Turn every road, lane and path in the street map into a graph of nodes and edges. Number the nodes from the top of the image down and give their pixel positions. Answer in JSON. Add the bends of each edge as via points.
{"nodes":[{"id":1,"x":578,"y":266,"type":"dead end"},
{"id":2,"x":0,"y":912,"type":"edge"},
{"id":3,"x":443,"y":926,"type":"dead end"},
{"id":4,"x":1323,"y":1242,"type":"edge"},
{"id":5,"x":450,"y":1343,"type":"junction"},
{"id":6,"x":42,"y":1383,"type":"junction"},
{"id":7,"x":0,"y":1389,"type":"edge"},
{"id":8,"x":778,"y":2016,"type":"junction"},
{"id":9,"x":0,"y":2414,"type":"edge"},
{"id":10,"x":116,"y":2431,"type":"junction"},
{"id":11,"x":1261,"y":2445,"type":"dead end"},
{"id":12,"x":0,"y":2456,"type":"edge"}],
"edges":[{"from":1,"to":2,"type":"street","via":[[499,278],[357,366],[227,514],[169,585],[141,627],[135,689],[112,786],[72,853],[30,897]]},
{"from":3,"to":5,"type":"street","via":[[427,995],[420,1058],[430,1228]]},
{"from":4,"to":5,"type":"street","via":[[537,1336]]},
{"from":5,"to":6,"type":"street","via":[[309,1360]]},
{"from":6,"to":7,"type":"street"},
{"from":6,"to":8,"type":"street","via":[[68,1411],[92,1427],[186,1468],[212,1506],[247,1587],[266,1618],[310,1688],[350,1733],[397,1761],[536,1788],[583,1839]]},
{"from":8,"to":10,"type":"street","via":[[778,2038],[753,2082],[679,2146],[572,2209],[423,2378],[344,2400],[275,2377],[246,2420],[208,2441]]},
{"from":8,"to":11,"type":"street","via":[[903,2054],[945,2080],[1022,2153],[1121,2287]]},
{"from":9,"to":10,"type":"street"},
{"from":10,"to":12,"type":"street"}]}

────────────────────────────────────────

Go through the data above and copy each line in which "junction" appears.

ANSWER TO THE EXERCISE
{"id":5,"x":450,"y":1343,"type":"junction"},
{"id":6,"x":42,"y":1383,"type":"junction"},
{"id":8,"x":778,"y":2016,"type":"junction"},
{"id":10,"x":116,"y":2431,"type":"junction"},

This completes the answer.